> **Task objective**: Your task is to gather the lines below that hold the string "Drive".

> **Dataset entries**:
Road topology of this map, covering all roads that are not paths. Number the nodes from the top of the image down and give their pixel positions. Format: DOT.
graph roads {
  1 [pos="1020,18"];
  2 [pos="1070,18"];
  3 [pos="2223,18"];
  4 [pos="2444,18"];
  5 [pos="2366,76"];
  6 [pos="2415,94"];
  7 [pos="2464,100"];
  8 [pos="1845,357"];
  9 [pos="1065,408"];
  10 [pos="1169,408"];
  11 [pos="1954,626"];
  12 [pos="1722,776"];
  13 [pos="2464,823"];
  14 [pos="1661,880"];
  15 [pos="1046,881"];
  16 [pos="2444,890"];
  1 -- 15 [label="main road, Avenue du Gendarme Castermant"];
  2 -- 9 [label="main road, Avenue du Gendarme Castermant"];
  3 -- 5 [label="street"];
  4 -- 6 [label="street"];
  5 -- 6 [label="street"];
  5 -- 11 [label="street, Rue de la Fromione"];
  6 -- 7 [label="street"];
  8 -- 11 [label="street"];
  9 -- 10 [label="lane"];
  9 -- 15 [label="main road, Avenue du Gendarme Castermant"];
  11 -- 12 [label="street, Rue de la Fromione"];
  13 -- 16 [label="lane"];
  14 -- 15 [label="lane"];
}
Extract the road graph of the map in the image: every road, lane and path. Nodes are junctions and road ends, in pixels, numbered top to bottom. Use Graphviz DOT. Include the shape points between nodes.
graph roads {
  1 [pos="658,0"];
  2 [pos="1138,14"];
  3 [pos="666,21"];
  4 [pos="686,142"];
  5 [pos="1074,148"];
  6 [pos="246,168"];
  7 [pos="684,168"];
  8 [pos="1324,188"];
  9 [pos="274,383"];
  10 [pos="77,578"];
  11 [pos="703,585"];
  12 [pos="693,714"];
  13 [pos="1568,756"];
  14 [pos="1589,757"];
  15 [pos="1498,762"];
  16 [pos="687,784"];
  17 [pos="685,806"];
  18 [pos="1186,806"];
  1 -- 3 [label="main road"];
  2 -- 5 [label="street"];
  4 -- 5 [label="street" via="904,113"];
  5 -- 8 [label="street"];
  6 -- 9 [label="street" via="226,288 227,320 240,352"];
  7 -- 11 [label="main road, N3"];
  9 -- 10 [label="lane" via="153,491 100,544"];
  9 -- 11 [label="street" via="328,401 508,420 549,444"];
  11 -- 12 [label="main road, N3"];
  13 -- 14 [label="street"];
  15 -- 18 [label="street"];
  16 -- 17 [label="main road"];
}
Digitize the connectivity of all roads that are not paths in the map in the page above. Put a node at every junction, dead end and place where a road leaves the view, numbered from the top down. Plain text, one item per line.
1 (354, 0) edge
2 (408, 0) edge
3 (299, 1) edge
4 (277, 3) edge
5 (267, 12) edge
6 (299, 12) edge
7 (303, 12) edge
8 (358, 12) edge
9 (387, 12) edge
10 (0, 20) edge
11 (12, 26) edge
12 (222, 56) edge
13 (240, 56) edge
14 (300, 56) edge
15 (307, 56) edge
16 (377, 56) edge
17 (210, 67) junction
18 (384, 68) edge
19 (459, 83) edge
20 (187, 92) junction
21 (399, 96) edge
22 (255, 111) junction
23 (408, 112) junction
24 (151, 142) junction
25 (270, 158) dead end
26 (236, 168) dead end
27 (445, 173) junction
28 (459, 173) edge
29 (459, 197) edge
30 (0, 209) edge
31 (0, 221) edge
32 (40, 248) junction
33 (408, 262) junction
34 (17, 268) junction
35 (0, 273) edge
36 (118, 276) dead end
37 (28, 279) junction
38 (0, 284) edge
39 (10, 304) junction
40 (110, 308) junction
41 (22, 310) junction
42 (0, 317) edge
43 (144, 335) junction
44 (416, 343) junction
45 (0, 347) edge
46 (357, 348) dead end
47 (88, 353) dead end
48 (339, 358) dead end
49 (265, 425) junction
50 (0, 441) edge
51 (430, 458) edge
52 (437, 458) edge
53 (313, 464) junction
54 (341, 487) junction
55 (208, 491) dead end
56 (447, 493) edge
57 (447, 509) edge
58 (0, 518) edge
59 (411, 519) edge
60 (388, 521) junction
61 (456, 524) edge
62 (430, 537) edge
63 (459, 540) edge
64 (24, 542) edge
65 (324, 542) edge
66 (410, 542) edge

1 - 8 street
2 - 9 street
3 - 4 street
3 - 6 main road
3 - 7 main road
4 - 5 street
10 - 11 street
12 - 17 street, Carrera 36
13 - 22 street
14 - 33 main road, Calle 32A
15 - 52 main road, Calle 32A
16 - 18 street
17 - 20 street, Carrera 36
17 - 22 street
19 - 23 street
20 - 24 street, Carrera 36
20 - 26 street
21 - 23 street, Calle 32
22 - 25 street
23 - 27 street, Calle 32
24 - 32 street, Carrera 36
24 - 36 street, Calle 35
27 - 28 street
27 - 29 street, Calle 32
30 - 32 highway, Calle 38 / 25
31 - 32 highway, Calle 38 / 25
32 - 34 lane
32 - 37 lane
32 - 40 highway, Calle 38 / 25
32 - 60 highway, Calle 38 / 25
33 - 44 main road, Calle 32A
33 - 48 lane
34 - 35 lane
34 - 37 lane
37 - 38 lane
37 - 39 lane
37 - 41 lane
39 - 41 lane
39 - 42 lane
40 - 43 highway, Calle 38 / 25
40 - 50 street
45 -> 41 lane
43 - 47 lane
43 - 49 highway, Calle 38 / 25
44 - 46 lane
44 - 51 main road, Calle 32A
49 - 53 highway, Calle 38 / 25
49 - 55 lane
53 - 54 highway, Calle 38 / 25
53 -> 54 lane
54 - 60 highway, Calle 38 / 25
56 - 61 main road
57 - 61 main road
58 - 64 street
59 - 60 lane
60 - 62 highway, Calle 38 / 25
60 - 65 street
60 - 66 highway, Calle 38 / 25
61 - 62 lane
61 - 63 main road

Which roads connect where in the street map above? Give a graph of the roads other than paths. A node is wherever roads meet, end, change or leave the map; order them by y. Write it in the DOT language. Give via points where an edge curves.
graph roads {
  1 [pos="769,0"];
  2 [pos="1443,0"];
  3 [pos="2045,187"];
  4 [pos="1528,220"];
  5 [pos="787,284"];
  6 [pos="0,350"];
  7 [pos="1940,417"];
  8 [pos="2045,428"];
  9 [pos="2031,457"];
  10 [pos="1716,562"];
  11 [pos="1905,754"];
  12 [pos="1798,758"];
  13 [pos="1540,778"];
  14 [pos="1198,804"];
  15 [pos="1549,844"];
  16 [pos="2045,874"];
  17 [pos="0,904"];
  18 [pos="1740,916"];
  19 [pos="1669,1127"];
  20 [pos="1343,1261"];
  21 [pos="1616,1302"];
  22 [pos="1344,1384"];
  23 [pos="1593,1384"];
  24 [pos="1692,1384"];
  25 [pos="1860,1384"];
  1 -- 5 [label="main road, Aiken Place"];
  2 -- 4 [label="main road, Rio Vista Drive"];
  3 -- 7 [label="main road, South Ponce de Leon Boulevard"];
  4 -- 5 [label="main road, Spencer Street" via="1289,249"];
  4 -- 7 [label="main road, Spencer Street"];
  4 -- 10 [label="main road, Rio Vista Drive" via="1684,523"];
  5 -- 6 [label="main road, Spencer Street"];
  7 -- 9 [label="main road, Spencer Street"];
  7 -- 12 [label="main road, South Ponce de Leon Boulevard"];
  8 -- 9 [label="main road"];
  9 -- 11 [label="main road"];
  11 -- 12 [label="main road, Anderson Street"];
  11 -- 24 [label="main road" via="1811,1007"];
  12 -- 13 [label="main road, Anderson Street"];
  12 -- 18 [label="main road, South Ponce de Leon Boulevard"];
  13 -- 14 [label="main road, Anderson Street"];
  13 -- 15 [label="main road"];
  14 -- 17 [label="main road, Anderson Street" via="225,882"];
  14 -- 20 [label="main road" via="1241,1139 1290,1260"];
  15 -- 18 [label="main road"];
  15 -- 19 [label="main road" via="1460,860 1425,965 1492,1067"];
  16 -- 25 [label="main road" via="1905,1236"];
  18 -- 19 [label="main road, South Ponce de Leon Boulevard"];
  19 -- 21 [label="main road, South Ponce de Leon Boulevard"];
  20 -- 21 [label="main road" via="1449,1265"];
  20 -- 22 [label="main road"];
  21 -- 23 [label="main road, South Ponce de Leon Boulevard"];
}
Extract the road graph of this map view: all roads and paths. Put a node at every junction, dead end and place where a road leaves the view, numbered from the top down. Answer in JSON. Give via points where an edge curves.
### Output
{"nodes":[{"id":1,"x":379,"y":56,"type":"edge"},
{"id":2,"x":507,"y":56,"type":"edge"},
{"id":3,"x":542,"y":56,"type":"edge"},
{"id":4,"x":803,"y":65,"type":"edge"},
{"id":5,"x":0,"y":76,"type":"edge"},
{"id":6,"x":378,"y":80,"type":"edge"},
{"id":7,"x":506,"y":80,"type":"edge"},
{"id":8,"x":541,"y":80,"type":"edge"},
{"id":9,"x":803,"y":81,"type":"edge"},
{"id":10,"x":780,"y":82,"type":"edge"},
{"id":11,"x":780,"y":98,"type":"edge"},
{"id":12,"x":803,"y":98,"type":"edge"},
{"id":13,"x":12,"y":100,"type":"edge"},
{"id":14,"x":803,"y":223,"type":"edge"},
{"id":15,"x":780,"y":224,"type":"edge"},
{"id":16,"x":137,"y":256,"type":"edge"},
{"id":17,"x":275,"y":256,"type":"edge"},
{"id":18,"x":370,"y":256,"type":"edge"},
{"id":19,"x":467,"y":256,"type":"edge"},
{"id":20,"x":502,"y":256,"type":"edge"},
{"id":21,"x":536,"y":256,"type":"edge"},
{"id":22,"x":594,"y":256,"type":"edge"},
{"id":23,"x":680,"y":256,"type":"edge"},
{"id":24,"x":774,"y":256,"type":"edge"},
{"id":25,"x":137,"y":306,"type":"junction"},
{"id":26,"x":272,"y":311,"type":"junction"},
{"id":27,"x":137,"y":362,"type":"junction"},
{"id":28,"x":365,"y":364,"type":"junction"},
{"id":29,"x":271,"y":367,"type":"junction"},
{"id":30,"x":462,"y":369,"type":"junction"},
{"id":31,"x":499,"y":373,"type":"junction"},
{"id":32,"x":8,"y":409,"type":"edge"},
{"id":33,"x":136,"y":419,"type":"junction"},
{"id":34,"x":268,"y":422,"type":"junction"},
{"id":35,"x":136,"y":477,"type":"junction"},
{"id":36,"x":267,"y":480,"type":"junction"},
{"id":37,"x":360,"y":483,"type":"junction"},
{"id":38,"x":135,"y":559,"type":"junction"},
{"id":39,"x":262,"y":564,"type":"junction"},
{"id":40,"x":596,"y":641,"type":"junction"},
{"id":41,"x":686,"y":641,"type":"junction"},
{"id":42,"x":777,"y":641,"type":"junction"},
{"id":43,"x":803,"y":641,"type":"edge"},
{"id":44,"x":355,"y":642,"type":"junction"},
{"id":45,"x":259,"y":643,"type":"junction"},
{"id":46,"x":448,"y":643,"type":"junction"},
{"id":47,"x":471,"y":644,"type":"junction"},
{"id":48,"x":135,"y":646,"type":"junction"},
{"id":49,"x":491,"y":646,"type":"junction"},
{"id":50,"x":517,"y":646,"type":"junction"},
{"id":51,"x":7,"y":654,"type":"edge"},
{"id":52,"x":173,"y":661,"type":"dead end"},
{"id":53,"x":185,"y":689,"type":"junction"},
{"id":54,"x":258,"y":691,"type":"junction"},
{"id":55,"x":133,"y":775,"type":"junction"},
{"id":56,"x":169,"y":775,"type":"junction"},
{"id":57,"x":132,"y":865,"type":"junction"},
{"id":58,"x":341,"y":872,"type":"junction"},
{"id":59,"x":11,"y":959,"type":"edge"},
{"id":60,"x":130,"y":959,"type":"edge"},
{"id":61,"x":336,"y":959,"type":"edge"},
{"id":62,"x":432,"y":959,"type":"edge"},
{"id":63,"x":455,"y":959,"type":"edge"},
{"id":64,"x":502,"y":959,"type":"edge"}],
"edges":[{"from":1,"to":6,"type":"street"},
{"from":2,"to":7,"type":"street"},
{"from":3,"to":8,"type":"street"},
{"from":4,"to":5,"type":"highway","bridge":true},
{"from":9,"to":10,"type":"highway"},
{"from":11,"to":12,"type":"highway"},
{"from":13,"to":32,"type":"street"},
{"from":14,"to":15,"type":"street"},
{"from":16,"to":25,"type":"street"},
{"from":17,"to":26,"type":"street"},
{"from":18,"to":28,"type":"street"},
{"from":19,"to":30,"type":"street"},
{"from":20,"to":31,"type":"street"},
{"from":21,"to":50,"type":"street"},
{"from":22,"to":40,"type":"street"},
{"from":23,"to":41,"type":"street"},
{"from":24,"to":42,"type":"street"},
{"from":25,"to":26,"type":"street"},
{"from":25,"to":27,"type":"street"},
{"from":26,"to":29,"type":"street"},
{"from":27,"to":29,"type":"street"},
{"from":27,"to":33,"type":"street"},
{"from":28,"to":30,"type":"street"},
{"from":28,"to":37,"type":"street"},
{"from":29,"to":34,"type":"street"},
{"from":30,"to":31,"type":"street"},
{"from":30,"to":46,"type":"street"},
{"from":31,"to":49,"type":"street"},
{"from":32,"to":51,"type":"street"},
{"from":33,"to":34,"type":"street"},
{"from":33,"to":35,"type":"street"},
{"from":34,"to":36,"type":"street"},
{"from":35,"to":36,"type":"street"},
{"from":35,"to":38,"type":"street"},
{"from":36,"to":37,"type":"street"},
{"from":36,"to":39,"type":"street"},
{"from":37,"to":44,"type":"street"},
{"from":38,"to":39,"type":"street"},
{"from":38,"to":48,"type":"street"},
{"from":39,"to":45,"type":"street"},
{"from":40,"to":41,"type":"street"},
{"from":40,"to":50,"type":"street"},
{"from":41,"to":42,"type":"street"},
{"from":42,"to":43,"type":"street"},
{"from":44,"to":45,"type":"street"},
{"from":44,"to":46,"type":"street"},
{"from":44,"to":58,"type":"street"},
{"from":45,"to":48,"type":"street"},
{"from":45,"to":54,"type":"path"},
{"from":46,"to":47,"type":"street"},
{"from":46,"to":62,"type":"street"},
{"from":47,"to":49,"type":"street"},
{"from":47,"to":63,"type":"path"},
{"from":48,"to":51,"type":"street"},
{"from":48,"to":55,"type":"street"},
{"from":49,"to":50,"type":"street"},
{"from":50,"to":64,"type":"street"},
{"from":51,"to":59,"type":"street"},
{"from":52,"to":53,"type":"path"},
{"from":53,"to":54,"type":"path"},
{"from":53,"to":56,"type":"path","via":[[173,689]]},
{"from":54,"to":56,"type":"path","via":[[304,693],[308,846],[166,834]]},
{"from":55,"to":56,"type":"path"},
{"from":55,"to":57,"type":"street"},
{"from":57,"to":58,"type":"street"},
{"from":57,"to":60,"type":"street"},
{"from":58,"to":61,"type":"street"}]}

> **Your solution**:
  2 -- 4 [label="main road, Rio Vista Drive"];
  4 -- 10 [label="main road, Rio Vista Drive" via="1684,523"];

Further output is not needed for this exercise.